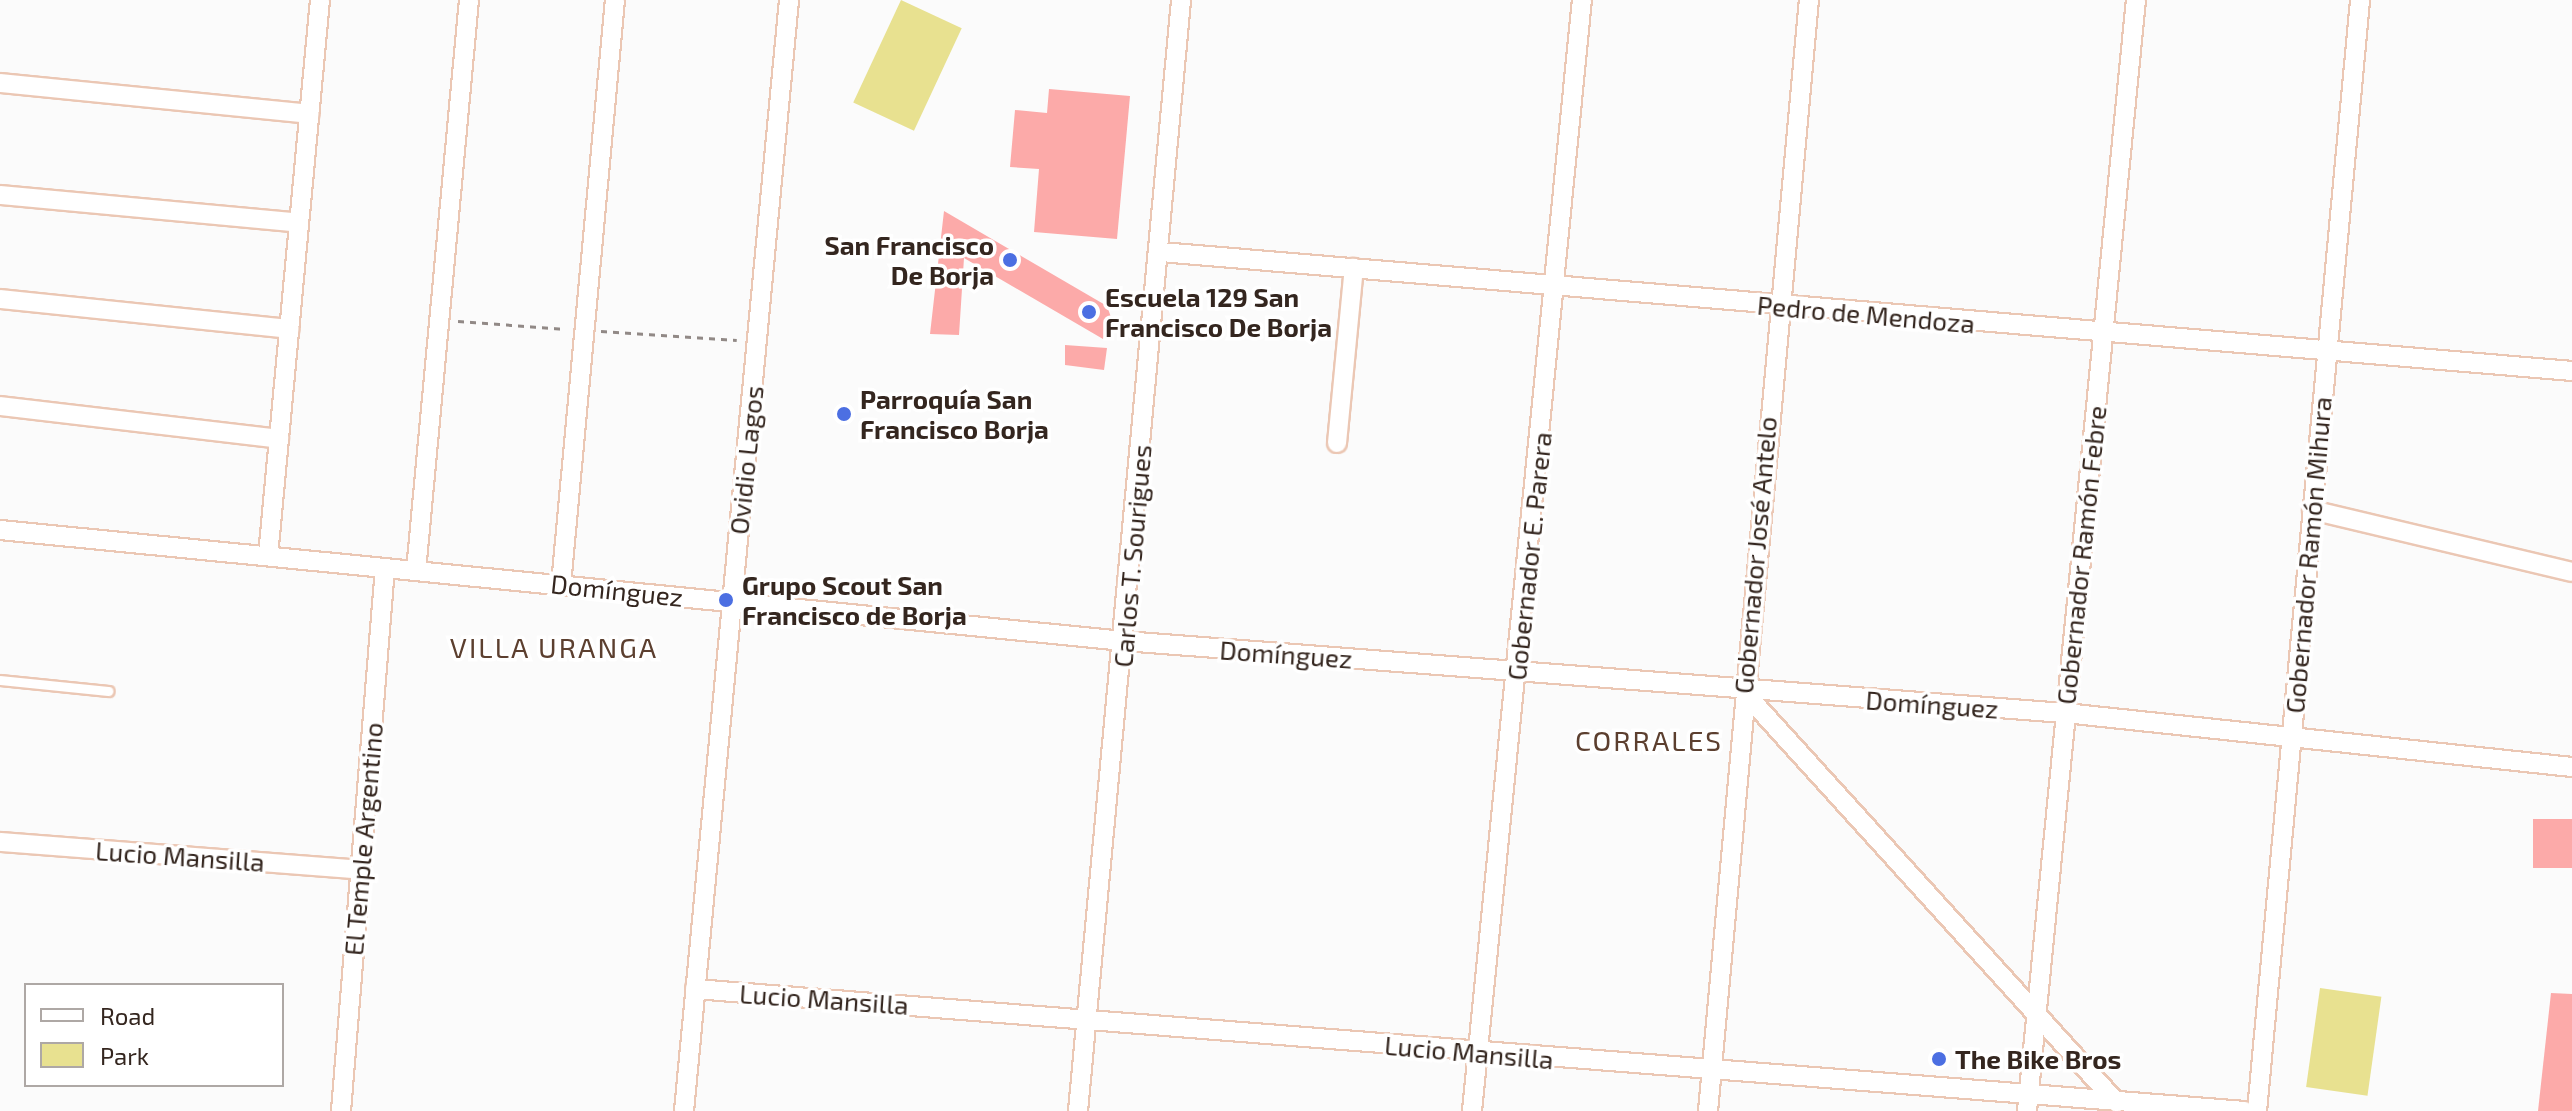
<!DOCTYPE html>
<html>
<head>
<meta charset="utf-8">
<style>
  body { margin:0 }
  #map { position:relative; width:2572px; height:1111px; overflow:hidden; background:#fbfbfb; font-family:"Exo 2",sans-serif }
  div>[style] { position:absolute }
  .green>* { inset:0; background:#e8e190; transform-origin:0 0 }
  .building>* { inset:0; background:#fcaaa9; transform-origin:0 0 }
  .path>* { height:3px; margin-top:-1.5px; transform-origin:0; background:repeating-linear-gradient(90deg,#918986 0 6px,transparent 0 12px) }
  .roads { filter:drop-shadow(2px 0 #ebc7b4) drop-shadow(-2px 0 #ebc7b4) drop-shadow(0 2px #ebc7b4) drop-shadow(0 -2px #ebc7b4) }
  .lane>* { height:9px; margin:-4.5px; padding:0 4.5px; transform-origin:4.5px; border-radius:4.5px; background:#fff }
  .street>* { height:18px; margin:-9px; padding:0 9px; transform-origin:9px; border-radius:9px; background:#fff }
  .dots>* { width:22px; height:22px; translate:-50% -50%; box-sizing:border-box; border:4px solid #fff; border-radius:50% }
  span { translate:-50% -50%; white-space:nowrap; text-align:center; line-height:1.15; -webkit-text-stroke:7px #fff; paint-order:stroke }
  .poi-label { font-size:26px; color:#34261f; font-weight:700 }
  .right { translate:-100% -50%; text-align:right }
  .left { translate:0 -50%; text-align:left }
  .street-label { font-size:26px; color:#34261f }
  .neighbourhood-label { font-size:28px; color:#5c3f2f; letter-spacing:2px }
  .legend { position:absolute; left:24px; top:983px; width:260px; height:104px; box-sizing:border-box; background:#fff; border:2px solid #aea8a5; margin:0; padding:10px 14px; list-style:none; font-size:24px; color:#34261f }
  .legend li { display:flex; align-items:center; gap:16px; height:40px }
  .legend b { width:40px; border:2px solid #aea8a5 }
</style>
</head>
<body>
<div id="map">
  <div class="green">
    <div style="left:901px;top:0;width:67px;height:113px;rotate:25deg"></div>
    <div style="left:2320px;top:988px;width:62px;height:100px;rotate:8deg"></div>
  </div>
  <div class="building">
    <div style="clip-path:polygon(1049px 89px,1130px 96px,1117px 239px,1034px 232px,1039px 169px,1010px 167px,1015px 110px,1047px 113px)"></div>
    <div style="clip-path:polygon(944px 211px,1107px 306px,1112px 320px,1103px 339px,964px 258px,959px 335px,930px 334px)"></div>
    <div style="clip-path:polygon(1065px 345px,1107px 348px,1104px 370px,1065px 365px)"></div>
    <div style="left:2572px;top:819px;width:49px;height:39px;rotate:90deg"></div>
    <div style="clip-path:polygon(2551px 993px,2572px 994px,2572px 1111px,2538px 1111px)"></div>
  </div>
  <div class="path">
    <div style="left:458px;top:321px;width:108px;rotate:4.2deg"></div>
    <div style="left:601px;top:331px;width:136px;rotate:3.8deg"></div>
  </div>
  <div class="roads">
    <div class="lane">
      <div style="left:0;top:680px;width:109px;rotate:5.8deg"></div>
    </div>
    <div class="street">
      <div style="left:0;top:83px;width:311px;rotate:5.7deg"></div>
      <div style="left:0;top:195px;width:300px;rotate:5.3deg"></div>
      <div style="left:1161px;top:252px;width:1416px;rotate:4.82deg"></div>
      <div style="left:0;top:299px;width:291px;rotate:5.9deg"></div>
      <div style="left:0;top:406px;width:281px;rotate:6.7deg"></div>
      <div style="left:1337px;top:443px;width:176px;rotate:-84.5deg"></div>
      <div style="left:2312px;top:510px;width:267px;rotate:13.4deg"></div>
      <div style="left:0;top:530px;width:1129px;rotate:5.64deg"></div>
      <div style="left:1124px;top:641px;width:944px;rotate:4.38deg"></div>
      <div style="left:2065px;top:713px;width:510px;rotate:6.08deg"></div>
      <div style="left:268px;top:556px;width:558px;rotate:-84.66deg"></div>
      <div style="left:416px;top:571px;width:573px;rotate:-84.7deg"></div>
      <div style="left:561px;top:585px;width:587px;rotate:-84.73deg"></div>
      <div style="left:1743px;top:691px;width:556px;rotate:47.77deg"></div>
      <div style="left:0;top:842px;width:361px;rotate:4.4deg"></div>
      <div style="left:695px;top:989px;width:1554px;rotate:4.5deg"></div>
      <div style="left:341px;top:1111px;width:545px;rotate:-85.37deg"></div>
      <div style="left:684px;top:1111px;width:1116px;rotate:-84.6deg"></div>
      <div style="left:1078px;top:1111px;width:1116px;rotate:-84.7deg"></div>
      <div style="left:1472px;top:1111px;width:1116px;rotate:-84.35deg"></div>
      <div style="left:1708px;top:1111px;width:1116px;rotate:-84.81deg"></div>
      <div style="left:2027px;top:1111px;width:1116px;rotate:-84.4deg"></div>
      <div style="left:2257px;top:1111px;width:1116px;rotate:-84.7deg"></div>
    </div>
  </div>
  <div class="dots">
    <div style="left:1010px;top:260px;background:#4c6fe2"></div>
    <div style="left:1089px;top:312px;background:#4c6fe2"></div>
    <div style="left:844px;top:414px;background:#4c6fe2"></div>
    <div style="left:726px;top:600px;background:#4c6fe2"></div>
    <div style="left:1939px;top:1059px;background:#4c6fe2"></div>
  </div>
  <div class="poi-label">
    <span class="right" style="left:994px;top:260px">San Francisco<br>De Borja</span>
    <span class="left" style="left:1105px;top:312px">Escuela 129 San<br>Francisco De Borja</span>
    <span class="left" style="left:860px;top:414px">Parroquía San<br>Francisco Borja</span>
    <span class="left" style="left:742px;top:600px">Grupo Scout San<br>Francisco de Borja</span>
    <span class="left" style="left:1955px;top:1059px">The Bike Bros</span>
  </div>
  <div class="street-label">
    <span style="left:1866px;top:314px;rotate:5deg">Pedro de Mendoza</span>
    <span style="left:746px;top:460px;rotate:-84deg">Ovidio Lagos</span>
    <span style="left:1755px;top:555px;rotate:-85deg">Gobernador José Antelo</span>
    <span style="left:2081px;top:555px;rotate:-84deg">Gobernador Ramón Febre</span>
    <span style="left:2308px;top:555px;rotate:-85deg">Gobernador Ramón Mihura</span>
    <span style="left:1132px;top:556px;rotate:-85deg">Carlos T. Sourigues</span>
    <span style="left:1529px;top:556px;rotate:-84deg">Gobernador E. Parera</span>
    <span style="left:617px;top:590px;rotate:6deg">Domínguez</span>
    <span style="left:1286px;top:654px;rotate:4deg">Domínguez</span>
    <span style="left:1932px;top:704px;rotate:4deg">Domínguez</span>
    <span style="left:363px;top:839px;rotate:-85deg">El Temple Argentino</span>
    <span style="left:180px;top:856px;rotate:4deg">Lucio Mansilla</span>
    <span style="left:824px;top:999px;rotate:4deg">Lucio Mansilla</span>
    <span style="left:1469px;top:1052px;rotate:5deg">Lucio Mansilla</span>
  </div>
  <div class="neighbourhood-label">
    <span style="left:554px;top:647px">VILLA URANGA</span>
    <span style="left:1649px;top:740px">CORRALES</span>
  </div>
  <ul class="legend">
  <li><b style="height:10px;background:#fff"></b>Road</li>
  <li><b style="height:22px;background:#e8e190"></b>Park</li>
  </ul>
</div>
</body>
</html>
◆ ◆ ◆
**ABOUT THIS EXERCISE**: Examine each line of the listing for the word "roads" and state only how many lines contain it.

**FINISHED TASK**: 2